2004 September - President De Menezes sacks the prime minister and government after a series of corruption scandals. A new prime minister is sworn in.
2004 December - Parliament approves oil law designed to protect revenues from corruption.
2005 February - Sao Tome - jointly with Nigeria - signs its first offshore oil exploration and production-sharing agreement with international oil firms.
2005 June - Prime minister and government resign. Head of the central bank Maria do Carmo Silveira becomes the new premier.
2006 March - Protests against poor living conditions disrupt parliamentary elections in some constituencies, delaying announcement of results. The president's Democratic Movement of Forces for Change (MDFM) is declared winner, taking 23 of the 55 seats in parliament.
2007 March - World Bank, IMF forgive $360 million in debt owed by Sao Tome. This represents about 90% of the country's foreign debt.
Nigeria and Sao Tome agree to establish a joint military commission to protect their common oil interests in the Gulf of Guinea.

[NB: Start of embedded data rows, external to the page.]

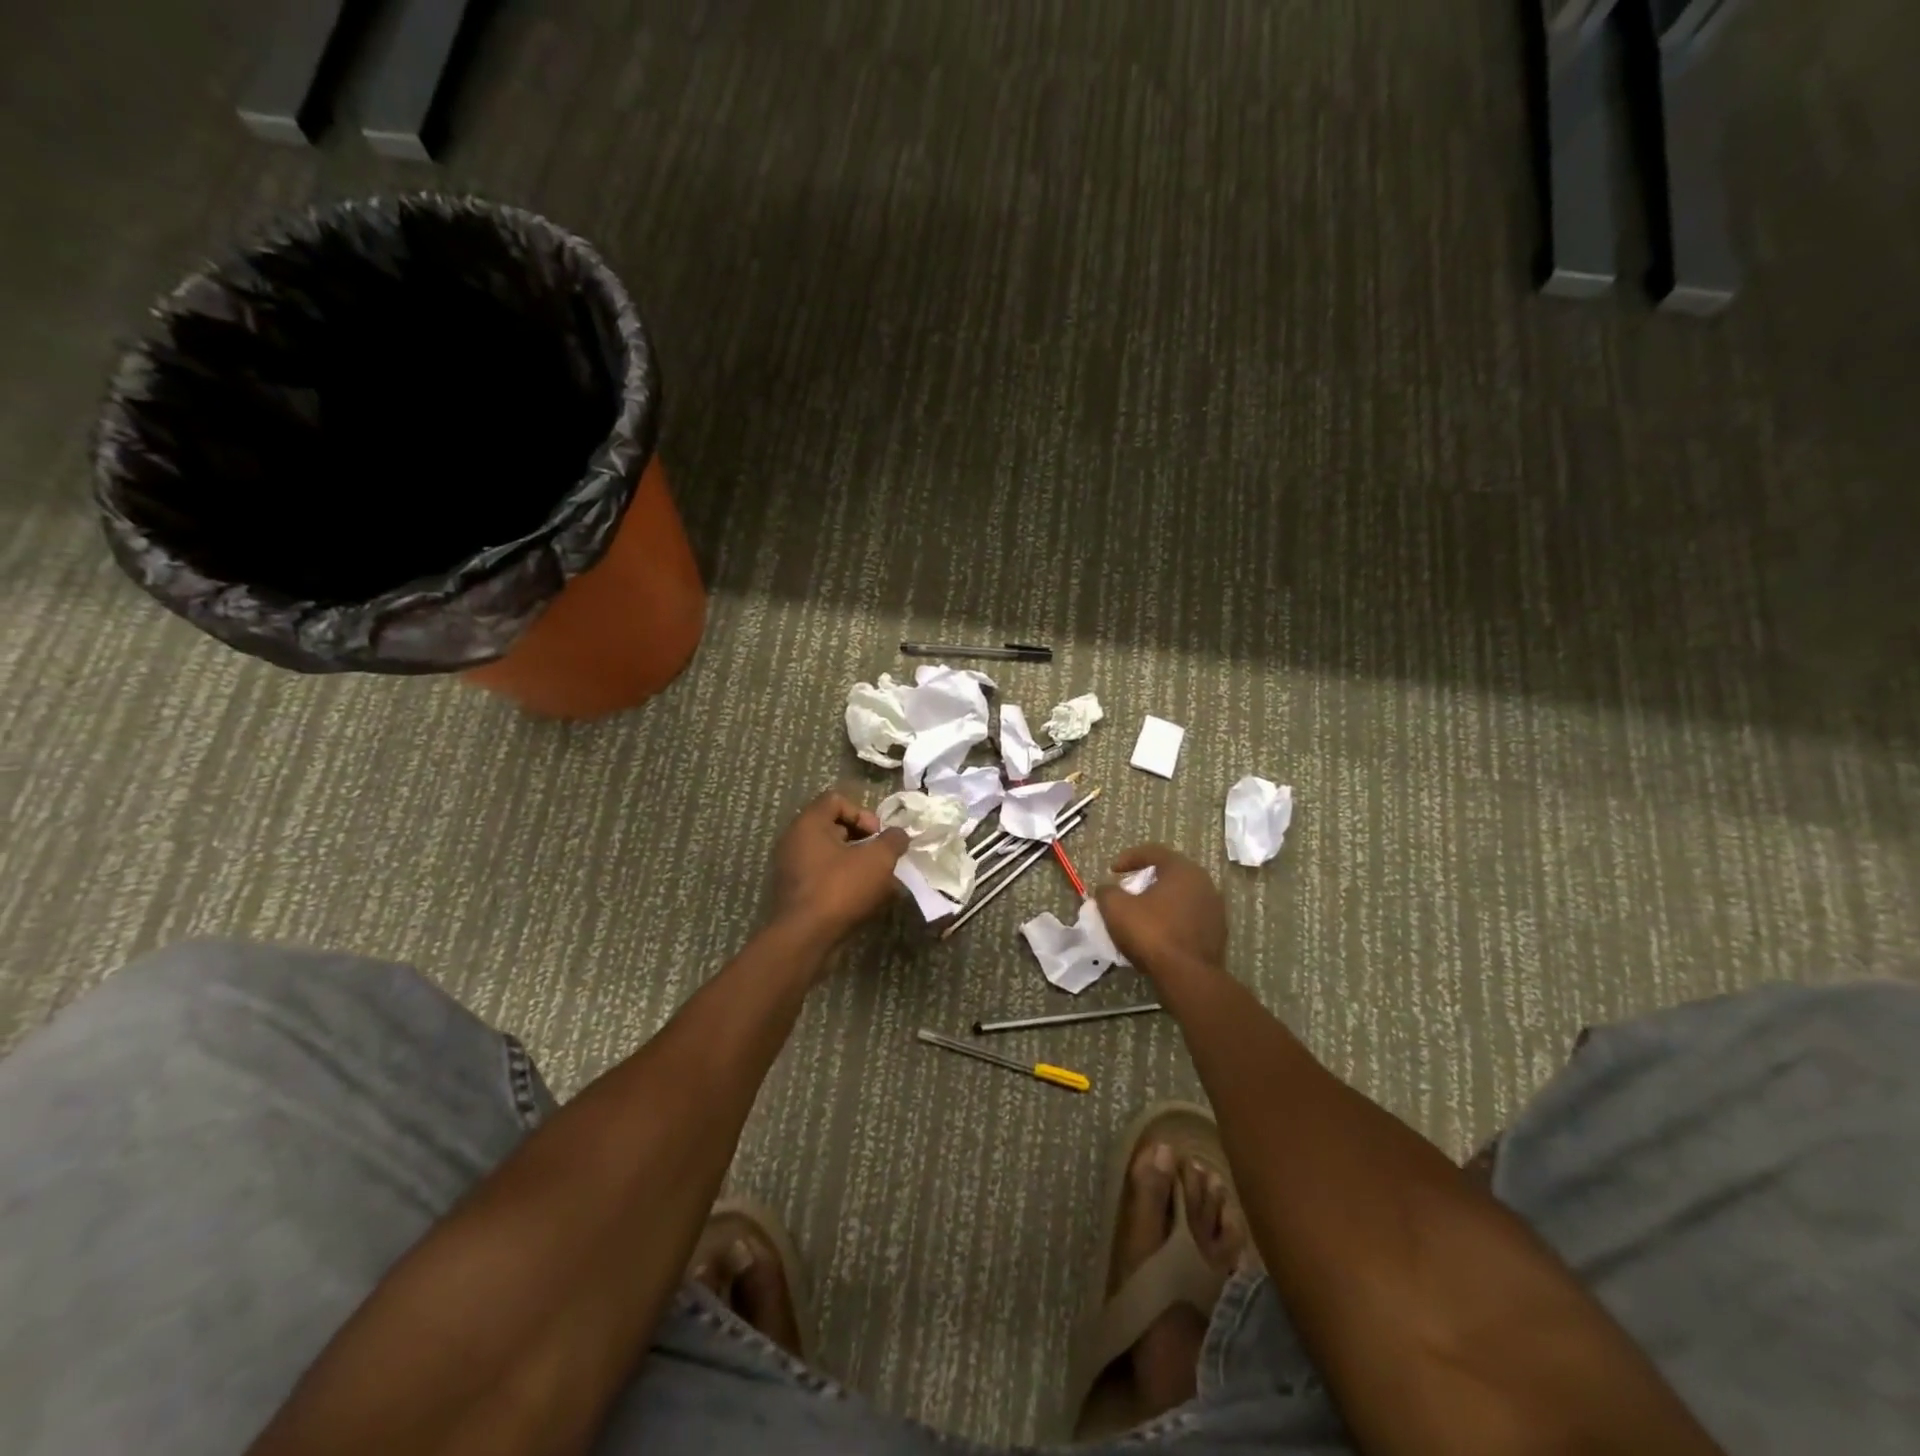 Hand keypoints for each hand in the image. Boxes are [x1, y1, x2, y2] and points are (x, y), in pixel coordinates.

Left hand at [770, 790, 908, 944]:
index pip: (836, 799)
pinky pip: (823, 875)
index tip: (878, 836)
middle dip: (863, 840)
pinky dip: (843, 881)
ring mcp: (791, 867)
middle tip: (880, 858)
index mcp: (809, 823)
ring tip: (877, 881)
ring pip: (830, 854)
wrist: (805, 938)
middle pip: (834, 826)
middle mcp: (794, 840)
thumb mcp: (878, 860)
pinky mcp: (794, 891)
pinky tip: (862, 898)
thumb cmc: (840, 889)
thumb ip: (893, 840)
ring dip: (856, 863)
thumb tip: (898, 834)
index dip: (863, 813)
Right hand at [1094, 844, 1227, 975]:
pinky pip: (1190, 917)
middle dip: (1146, 879)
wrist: (1188, 976)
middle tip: (1128, 889)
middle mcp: (1204, 883)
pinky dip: (1173, 919)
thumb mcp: (1116, 908)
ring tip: (1142, 913)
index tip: (1112, 870)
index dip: (1129, 858)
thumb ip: (1107, 892)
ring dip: (1161, 900)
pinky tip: (1159, 933)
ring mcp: (1215, 908)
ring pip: (1182, 896)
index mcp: (1182, 870)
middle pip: (1170, 873)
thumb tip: (1107, 889)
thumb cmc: (1152, 933)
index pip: (1154, 852)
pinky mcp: (1218, 932) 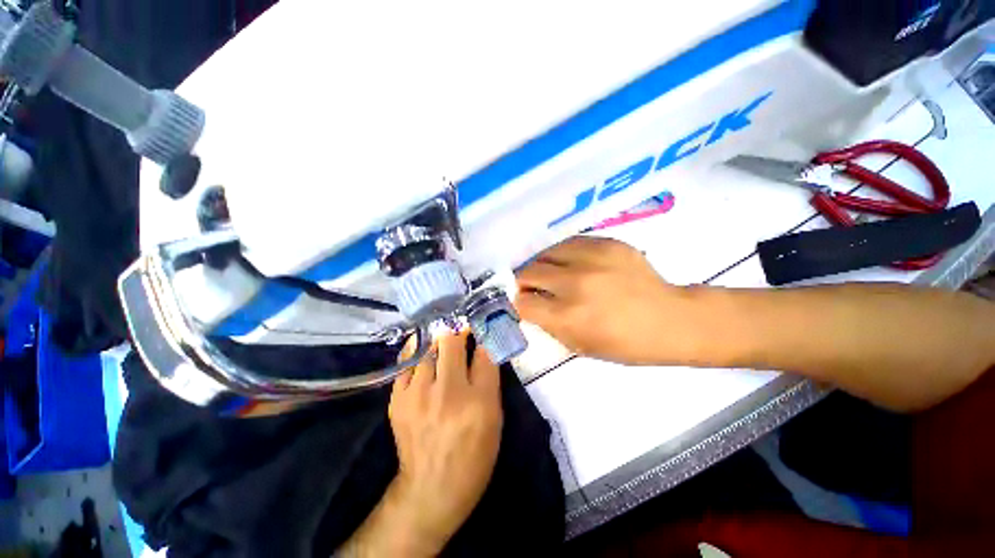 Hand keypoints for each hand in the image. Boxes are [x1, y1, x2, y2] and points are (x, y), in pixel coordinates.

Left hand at [385, 331, 502, 554]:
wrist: (431, 488)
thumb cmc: (474, 454)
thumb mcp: (494, 418)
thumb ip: (490, 378)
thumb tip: (484, 346)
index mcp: (479, 401)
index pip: (484, 352)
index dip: (483, 333)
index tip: (481, 325)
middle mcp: (448, 393)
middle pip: (451, 342)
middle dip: (458, 328)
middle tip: (461, 325)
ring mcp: (418, 395)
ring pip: (427, 346)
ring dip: (437, 336)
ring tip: (442, 332)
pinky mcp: (398, 400)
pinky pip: (406, 361)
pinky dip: (416, 349)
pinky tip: (423, 347)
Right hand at [516, 236, 696, 364]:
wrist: (669, 320)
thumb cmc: (625, 344)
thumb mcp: (579, 346)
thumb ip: (548, 325)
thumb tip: (530, 305)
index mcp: (568, 316)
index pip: (523, 302)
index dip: (521, 303)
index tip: (527, 303)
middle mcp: (575, 284)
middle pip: (529, 272)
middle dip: (525, 281)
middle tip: (534, 286)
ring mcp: (592, 259)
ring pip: (546, 253)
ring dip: (542, 265)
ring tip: (551, 272)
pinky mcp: (607, 244)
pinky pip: (570, 242)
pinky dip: (563, 254)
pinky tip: (570, 262) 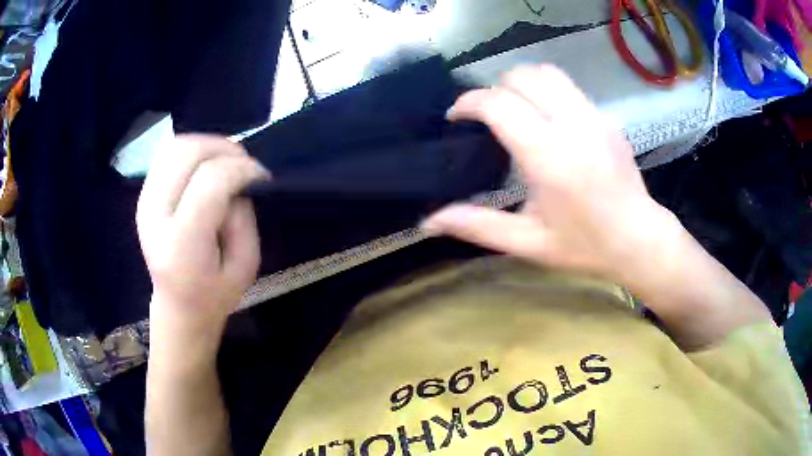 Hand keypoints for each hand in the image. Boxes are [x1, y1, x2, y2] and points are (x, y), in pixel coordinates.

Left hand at [136, 134, 269, 336]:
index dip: (241, 169)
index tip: (262, 177)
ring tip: (227, 161)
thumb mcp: (246, 266)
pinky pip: (167, 154)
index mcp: (181, 244)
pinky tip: (207, 166)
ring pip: (175, 146)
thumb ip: (243, 218)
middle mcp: (155, 216)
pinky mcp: (144, 195)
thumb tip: (239, 179)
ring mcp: (145, 202)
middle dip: (223, 148)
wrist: (177, 307)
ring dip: (207, 145)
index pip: (210, 182)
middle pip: (187, 153)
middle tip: (244, 164)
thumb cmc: (215, 294)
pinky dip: (192, 151)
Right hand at [423, 65, 673, 283]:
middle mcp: (573, 126)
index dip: (469, 103)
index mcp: (549, 157)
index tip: (457, 117)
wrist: (638, 240)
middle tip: (486, 116)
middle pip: (522, 77)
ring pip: (547, 73)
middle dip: (494, 88)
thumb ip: (477, 226)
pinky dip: (546, 92)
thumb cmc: (584, 246)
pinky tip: (546, 119)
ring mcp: (594, 117)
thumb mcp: (528, 242)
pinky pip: (568, 88)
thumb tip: (429, 222)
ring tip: (514, 108)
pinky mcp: (607, 117)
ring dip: (521, 82)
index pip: (499, 104) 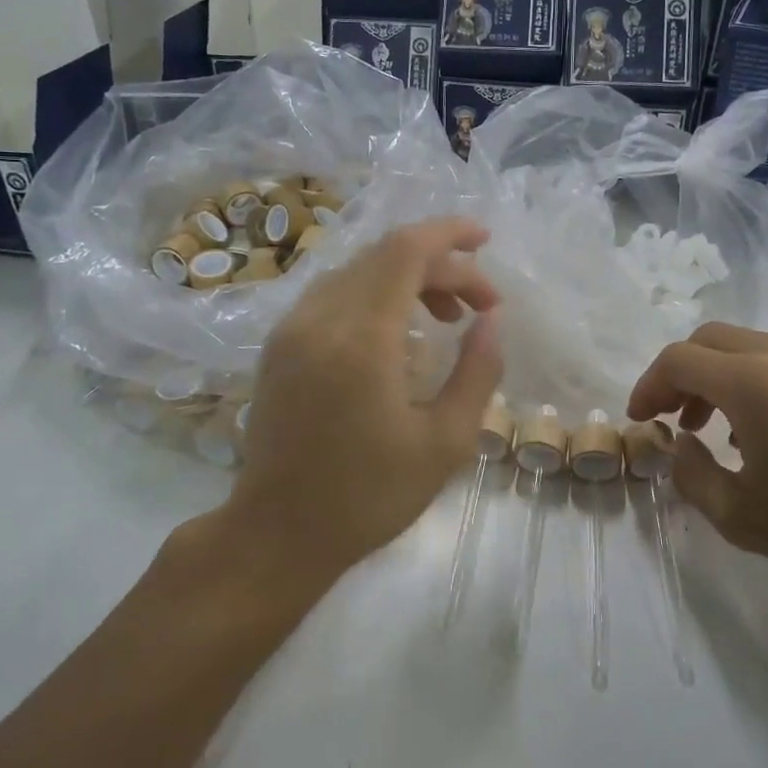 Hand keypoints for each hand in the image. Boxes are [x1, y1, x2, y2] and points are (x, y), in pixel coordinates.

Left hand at [227, 218, 503, 577]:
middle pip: (385, 255)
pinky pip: (335, 293)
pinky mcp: (279, 344)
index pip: (405, 250)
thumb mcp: (445, 442)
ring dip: (408, 277)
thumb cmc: (369, 495)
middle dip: (441, 264)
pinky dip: (376, 293)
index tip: (487, 243)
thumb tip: (490, 321)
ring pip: (358, 270)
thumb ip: (478, 372)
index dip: (449, 234)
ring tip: (446, 316)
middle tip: (480, 304)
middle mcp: (319, 318)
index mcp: (361, 339)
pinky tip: (399, 331)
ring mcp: (291, 328)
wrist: (277, 533)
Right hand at [627, 324, 767, 598]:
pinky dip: (752, 379)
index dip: (649, 385)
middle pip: (708, 340)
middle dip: (680, 374)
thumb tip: (681, 444)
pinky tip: (765, 430)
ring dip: (716, 376)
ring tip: (715, 428)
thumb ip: (693, 475)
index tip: (641, 418)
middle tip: (672, 418)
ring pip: (745, 346)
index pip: (679, 360)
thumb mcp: (741, 517)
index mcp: (751, 381)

2008 February - Opposition leader Patrice Trovoada becomes prime minister, but is dismissed in May after a no-confidence vote.
2008 June - Rafael Branco, head of Sao Tome's second largest party, sworn in as prime minister at head of a new governing coalition.
2008 December - Several high-ranking former government officials, including to ex-prime ministers, appear in court in Sao Tome's largest corruption scandal.
2009 February - Government says coup plot foiled.
2009 December - Nigeria and Sao Tome agree to set up a joint maritime military commission to protect offshore crude oil fields.
2010 January - Opposition leader Arlecio Costa, jailed over February 2009 coup plot, is pardoned.
2010 March - Sao Tome opens tenders for oil exploitation.
2010 August - Opposition Independent Democratic Action (ADI) party wins parliamentary elections. Patrice Trovoada becomes premier.
2011 August - Independence-era leader Manuel Pinto da Costa wins presidential election.
2012 December - President Pinto da Costa dismisses Prime Minister Patrice Trovoada following a no-confidence vote in the national assembly.
2014 October - Opposition ADI party wins parliamentary elections with an outright majority.